Elle rentre très tard, son mari exige des explications. Elle va vivre un enfer qui va durer quatre mois, et la conduire, là encore dans une situation d’urgence subjective, à se réfugier dans une clinique psychiatrique, second temps de respiration du roman.

L’isolement qu’impose la clinique psychiatrique la coupe du monde extérieur et tient le mari à distance. Expropriée jusque-là de son propre territoire intérieur, en errance, hors d’elle-même, au service de sa famille, d’autant plus en exil qu’elle doit sans cesse se battre contre son mari qui n’a de cesse de la rabaisser, de lui arracher des pans entiers de son existence, elle se retrouve, en écrivant. Elle reprend possession de ce qu’elle avait perdu, de ce qui s’était désagrégé dans sa vie. Elle l’explore par l’écriture, en descendant toujours plus profond à l’intérieur d’elle-même. D’où le titre donné au roman, extrait d’une phrase prononcée par Bénédicte Ombredanne : « elle préfère l’amour et les forêts, l’automne, la nuit ». La forêt, lieu possible de tous les enchantements, est aussi une métaphore de sa vie intérieure.

Dans une conférence donnée à la librairie Mollat en septembre 2014, Eric Reinhardt explique comment il a construit le personnage de Bénédicte Ombredanne, soit à partir du témoignage de différentes femmes qu’il a rencontrées, ayant vécu des situations de « harcèlement conjugal ». Après la publication de son livre Cendrillon, en 2007, il reçoit des lettres de nombreuses femmes qui vivent des situations de harcèlement conjugal et se retrouve le dépositaire d’une parole précieuse et douloureuse. Il souhaite rendre hommage à ces femmes, en écrivant un livre, mais n’ayant pas ce qu’il appelle « le principe narratif » qui donne forme à son livre. Après la publication du Système Victoria, en 2011, il fait la rencontre décisive d’une lectrice qui sera l’élément déclencheur pour écrire le livre qu’il a en tête depuis 2007. Celle-ci lui confie à son tour avoir connu une situation de harcèlement conjugal et d’enfermement, mais elle a réussi à s’en extraire. Il s’est beaucoup appuyé sur son témoignage. Nommer régulièrement l’héroïne du roman Bénédicte Ombredanne est pour l’auteur une façon de lui redonner une intégrité, « comme un manteau de dignité jeté sur ses épaules » (phrase adressée à l’écrivain par un lecteur).
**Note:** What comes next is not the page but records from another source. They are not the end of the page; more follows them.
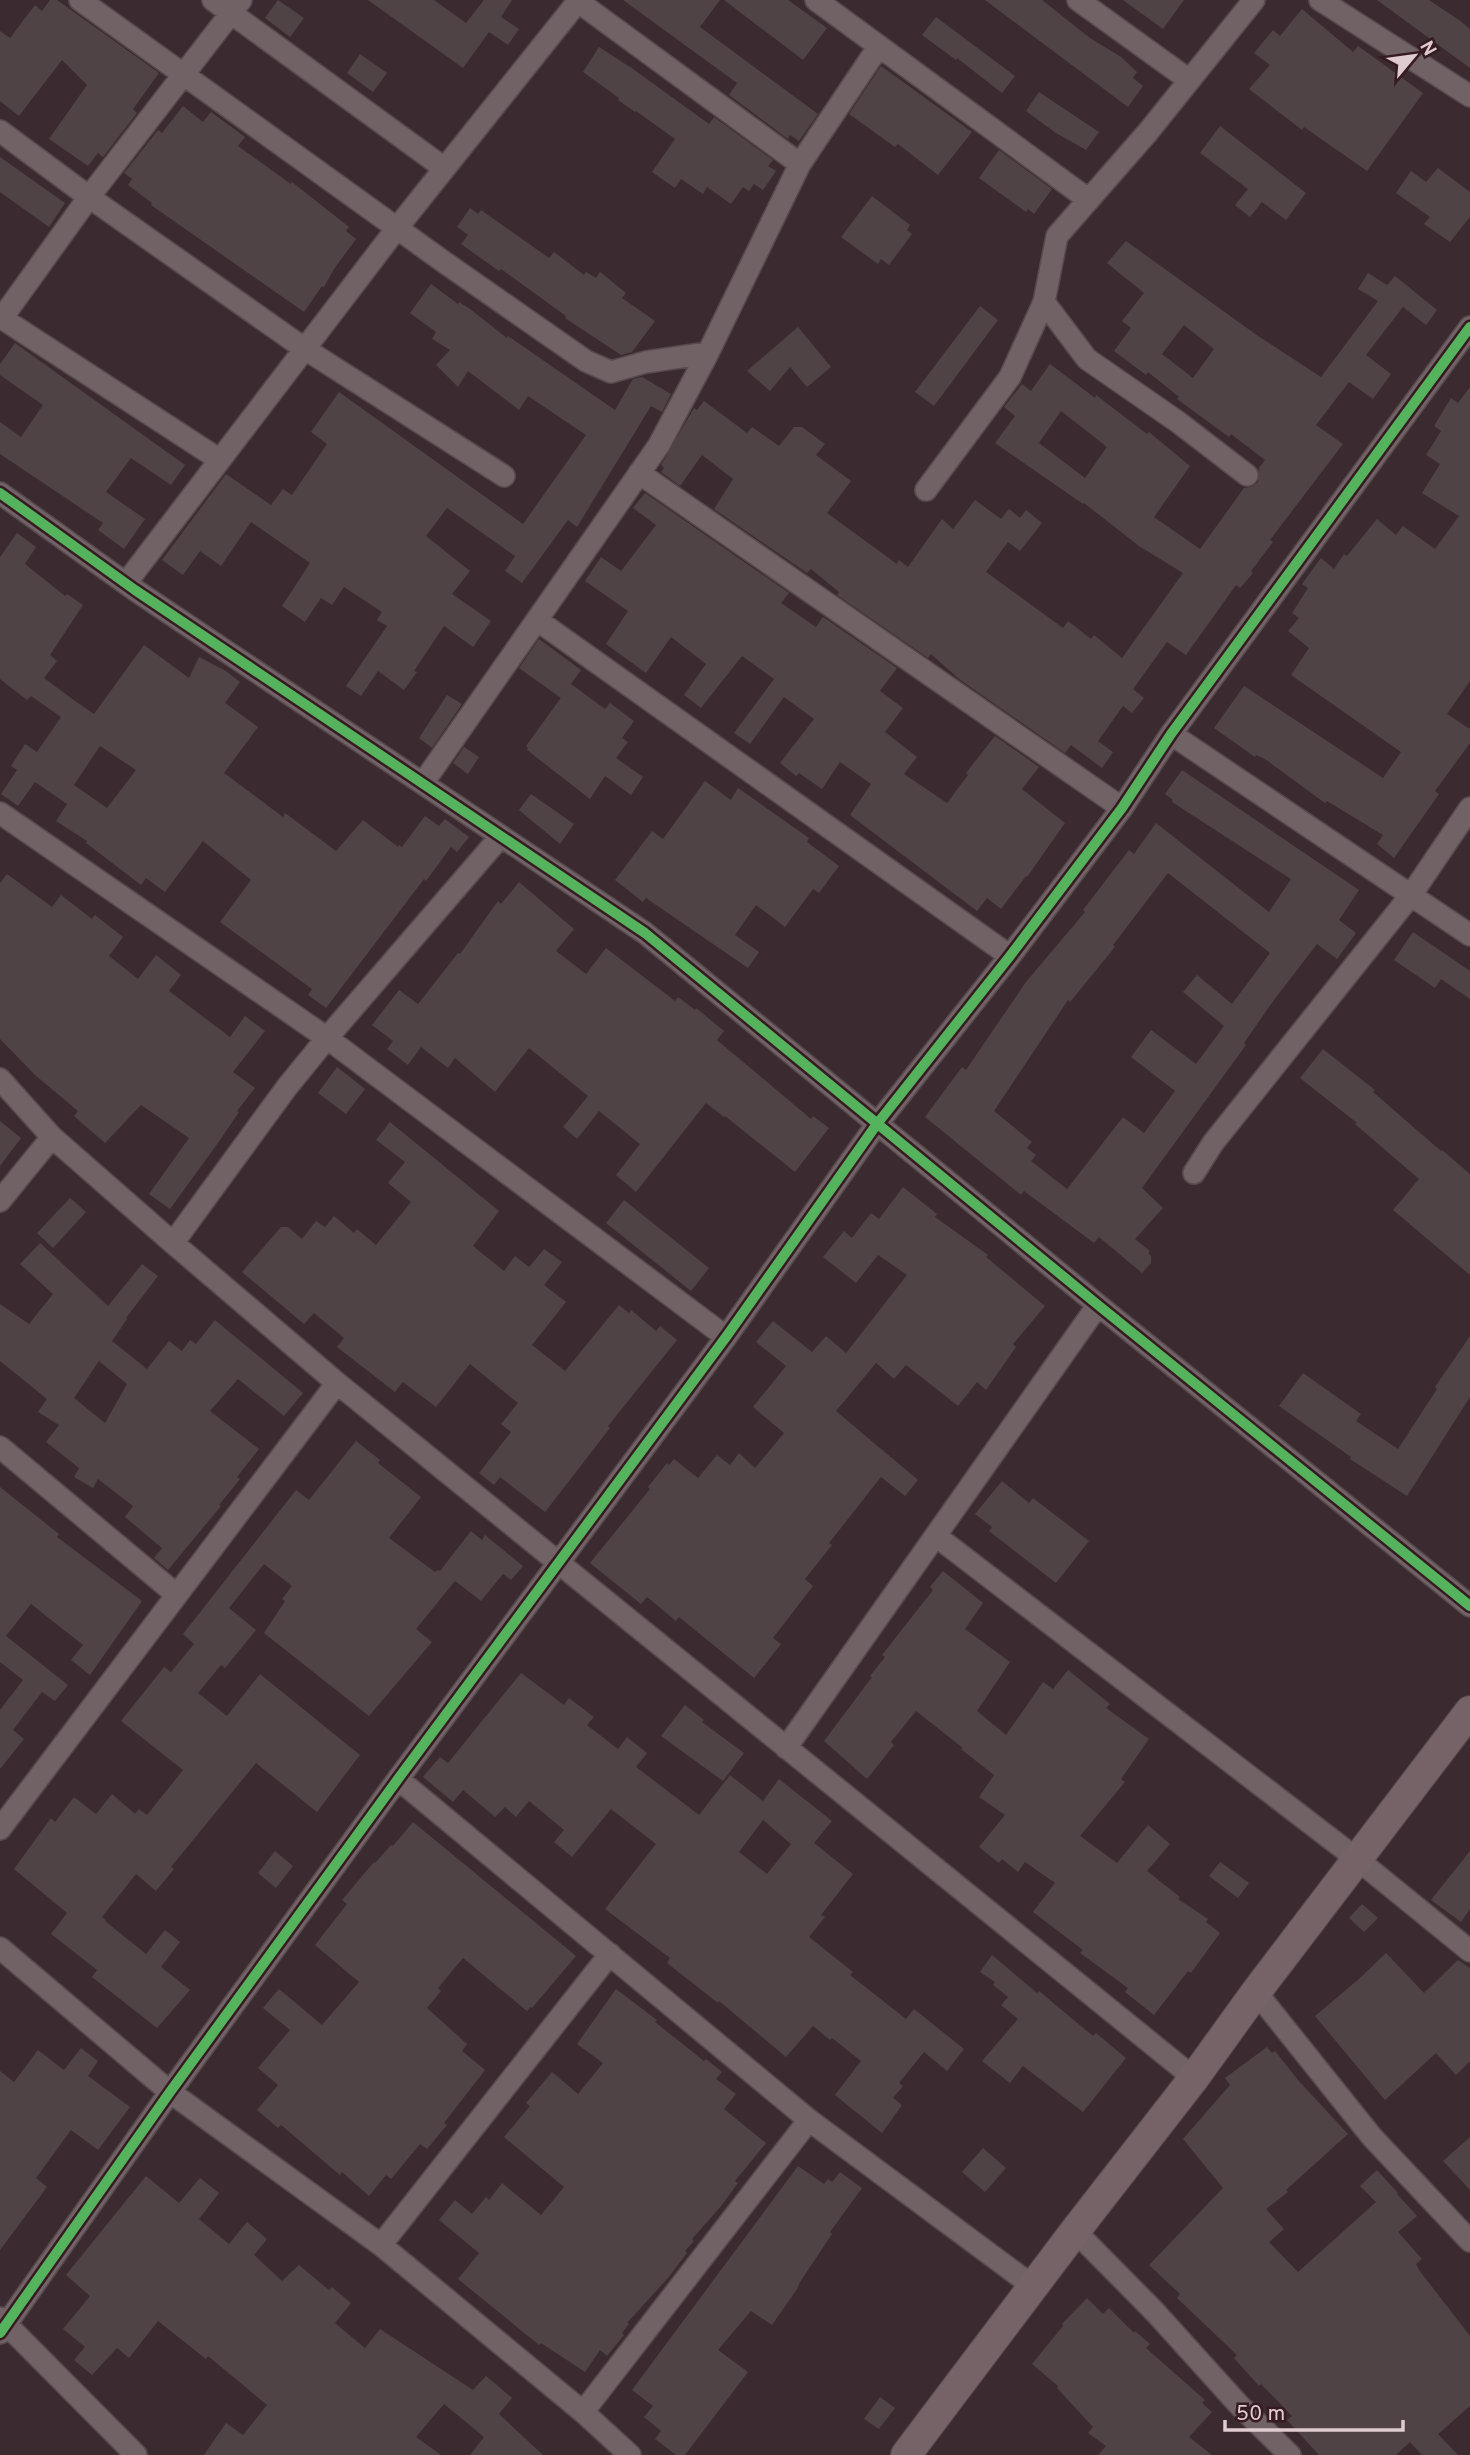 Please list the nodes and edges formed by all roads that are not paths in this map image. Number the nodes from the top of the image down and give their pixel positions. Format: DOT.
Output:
graph roads {
  1 [pos="80,0"];
  2 [pos="213,0"];
  3 [pos="577,0"];
  4 [pos="816,0"];
  5 [pos="1078,0"];
  6 [pos="1254,0"];
  7 [pos="1320,0"];
  8 [pos="237,7"];
  9 [pos="879,46"];
  10 [pos="186,74"];
  11 [pos="1189,80"];
  12 [pos="1470,96"];
  13 [pos="0,131"];
  14 [pos="800,164"];
  15 [pos="444,168"];
  16 [pos="89,197"];
  17 [pos="1089,200"];
  18 [pos="397,228"];
  19 [pos="1044,302"];
  20 [pos="1,317"];
  21 [pos="1470,327"];
  22 [pos="305,349"];
  23 [pos="708,353"];
  24 [pos="220,460"];
  25 [pos="639,473"];
  26 [pos="1247,475"];
  27 [pos="504,476"];
  28 [pos="926,490"];
  29 [pos="0,493"];
  30 [pos="126,583"];
  31 [pos="537,621"];
  32 [pos="1171,734"];
  33 [pos="422,783"];
  34 [pos="1122,808"];
  35 [pos="1470,808"];
  36 [pos="0,813"];
  37 [pos="501,836"];
  38 [pos="1410,895"];
  39 [pos="1470,934"];
  40 [pos="1010,956"];
  41 [pos="327,1038"];
  42 [pos="0,1079"];
  43 [pos="877,1124"];
  44 [pos="52,1137"];
  45 [pos="1195,1173"];
  46 [pos="0,1201"];
  47 [pos="173,1243"];
  48 [pos="1098,1305"];
  49 [pos="726,1337"];
  50 [pos="337,1383"];
  51 [pos="0,1447"];
  52 [pos="936,1536"];
  53 [pos="559,1562"];
  54 [pos="177,1595"];
  55 [pos="1470,1606"];
  56 [pos="1470,1711"];
  57 [pos="786,1748"];
  58 [pos="398,1779"];
  59 [pos="0,1829"];
  60 [pos="1357,1859"];
  61 [pos="0,1948"];
  62 [pos="1470,1951"];
  63 [pos="610,1954"];
  64 [pos="1256,1992"];
  65 [pos="1194,2078"];
  66 [pos="170,2092"];
  67 [pos="809,2120"];
  68 [pos="1074,2231"];
  69 [pos="1470,2241"];
  70 [pos="381,2245"];
  71 [pos="1034,2287"];
  72 [pos="2,2326"];
  73 [pos="583,2413"];
  74 [pos="913,2452"];
  75 [pos="136,2455"];
  76 [pos="630,2455"];
  77 [pos="1290,2455"];
  1 -- 10 [label="street"];
  2 -- 8 [label="street"];
  3 -- 14 [label="street"];
  3 -- 15 [label="street"];
  4 -- 9 [label="street"];
  5 -- 11 [label="street"];
  6 -- 11 [label="street"];
  7 -- 12 [label="street"];
  8 -- 10 [label="street"];
  8 -- 15 [label="street"];
  9 -- 14 [label="street"];
  9 -- 17 [label="street"];
  10 -- 16 [label="street"];
  10 -- 18 [label="street"];
  11 -- 17 [label="street"];
  13 -- 16 [label="street"];
  14 -- 23 [label="street"];
  15 -- 18 [label="street"];
  16 -- 20 [label="street"];
  16 -- 22 [label="street"];
  17 -- 19 [label="street"];
  18 -- 22 [label="street"];
  18 -- 23 [label="street"];
  19 -- 26 [label="street"];
  19 -- 28 [label="street"];
  20 -- 24 [label="street"];
  21 -- 32 [label="street"];
  22 -- 24 [label="street"];
  22 -- 27 [label="street"];
  23 -- 25 [label="street"];
  24 -- 30 [label="street"];
  25 -- 31 [label="street"];
  25 -- 34 [label="street"];
  29 -- 30 [label="street"];
  30 -- 33 [label="street"];
  31 -- 33 [label="street"];
  31 -- 40 [label="street"];
  32 -- 34 [label="street"];
  32 -- 38 [label="street"];
  33 -- 37 [label="street"];
  34 -- 40 [label="street"];
  35 -- 38 [label="street"];
  36 -- 41 [label="street"];
  37 -- 41 [label="street"];
  37 -- 43 [label="street"];
  38 -- 39 [label="street"];
  38 -- 45 [label="street"];
  40 -- 43 [label="street"];
  41 -- 47 [label="street"];
  41 -- 49 [label="street"];
  42 -- 44 [label="street"];
  43 -- 48 [label="street"];
  43 -- 49 [label="street"];
  44 -- 46 [label="street"];
  44 -- 47 [label="street"];
  47 -- 50 [label="street"];
  48 -- 52 [label="street"];
  48 -- 55 [label="street"];
  49 -- 53 [label="street"];
  50 -- 53 [label="street"];
  50 -- 54 [label="street"];
  51 -- 54 [label="street"];
  52 -- 57 [label="street"];
  52 -- 60 [label="street"];
  53 -- 57 [label="street"];
  53 -- 58 [label="street"];
  54 -- 59 [label="street"];
  56 -- 60 [label="street"];
  57 -- 65 [label="street"];
  58 -- 63 [label="street"];
  58 -- 66 [label="street"];
  60 -- 62 [label="street"];
  60 -- 64 [label="street"];
  61 -- 66 [label="street"];
  63 -- 67 [label="street"];
  63 -- 70 [label="street"];
  64 -- 65 [label="street"];
  64 -- 69 [label="street"];
  65 -- 68 [label="street"];
  66 -- 70 [label="street"];
  66 -- 72 [label="street"];
  67 -- 71 [label="street"];
  67 -- 73 [label="street"];
  68 -- 71 [label="street"];
  68 -- 77 [label="street"];
  70 -- 73 [label="street"];
  71 -- 74 [label="street"];
  72 -- 75 [label="street"];
  73 -- 76 [label="street"];
} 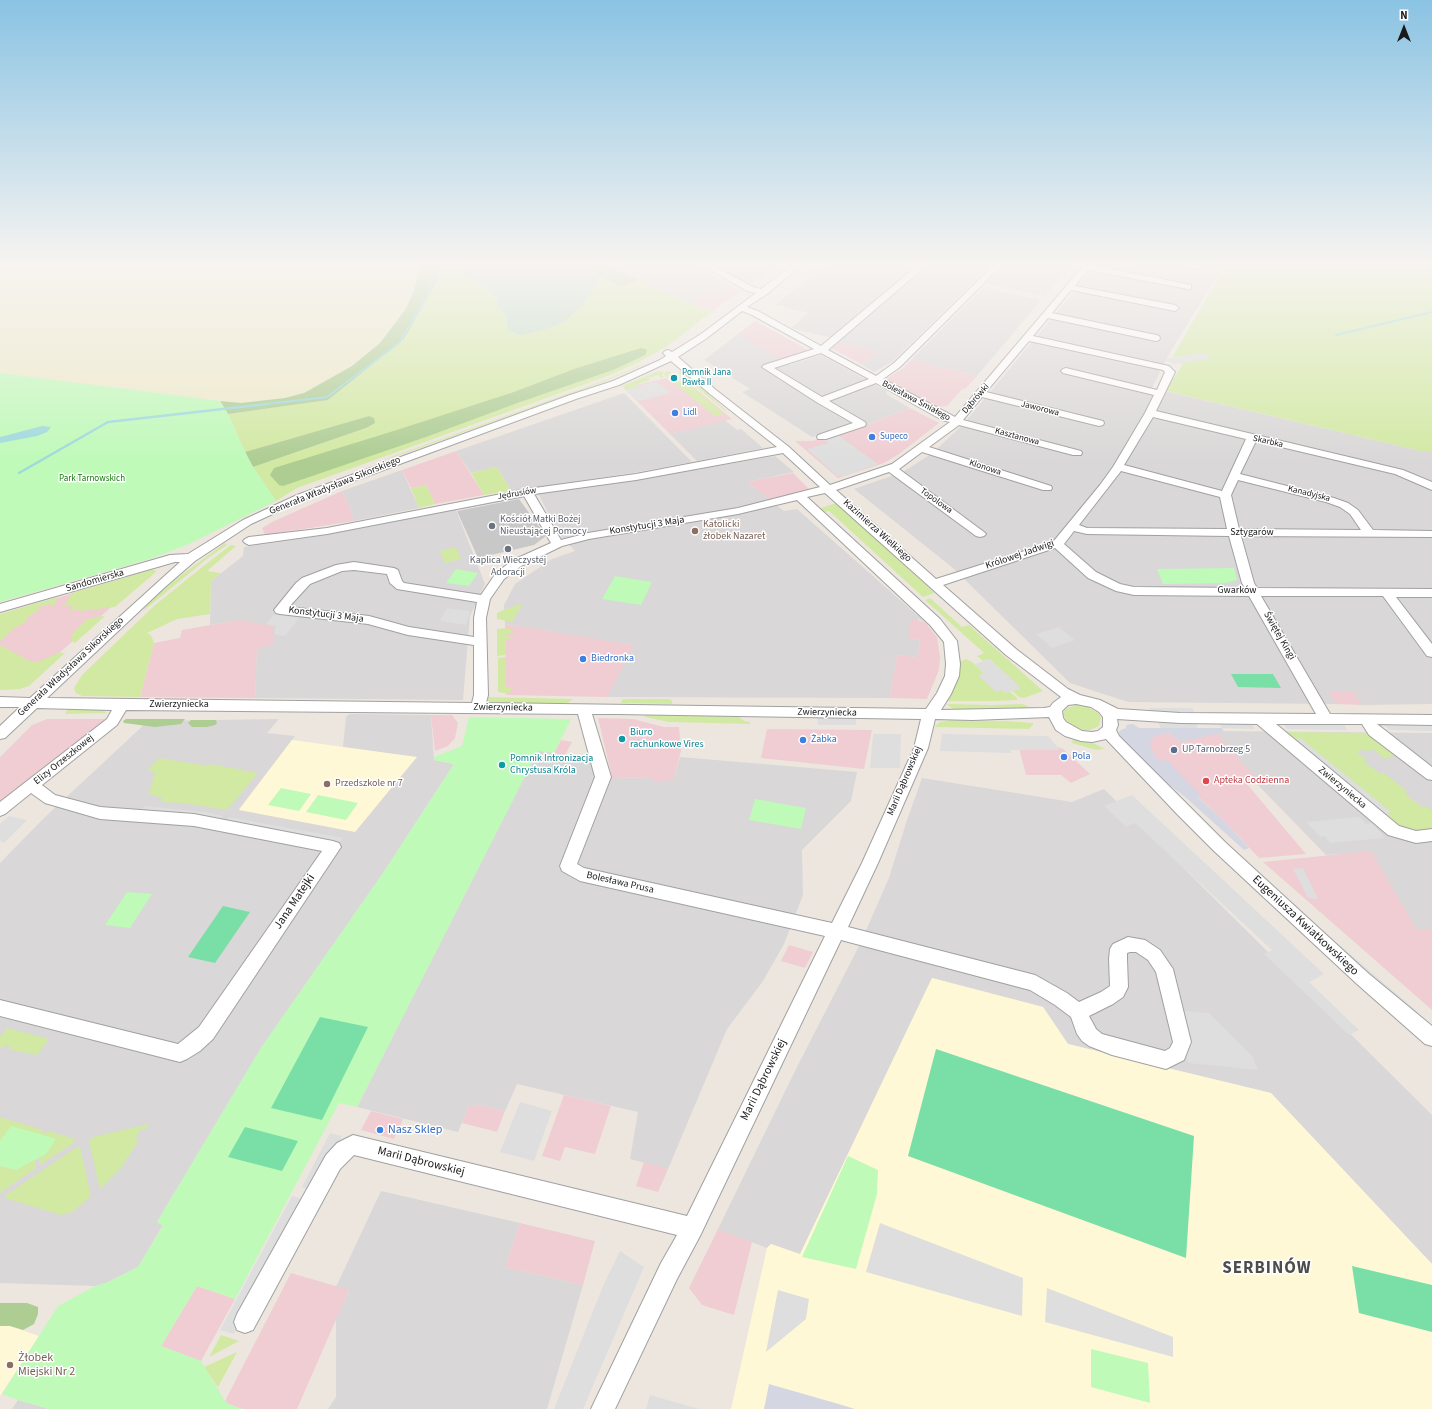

Une ligne de force du livre est de mettre le lecteur dans une situation de trouble, qui est amené à se demander où s’arrête la véracité des faits, où commence l’invention de l’écrivain. Eric Reinhardt explique que l’héroïne de son roman est comme le prolongement de lui-même. Il s’est retrouvé dans les témoignages de ces femmes qui l’ont renvoyé à ses peurs les plus intimes et les plus tenaces : celles de rater sa vie, de passer à côté de sa vie, de faire des mauvais choix, de se sentir entravé. L’écrivain dit avoir laissé libre cours à la part féminine qu’il peut y avoir en chaque homme. Pendant les deux ans qu’a duré l’écriture de ce roman, il a vécu dans la peau, le corps, les sensations, le désir, les fantasmes de la vie d’une femme.

[i] Reinhardt E., L’amour et les forêts, Paris, Gallimard, 2014.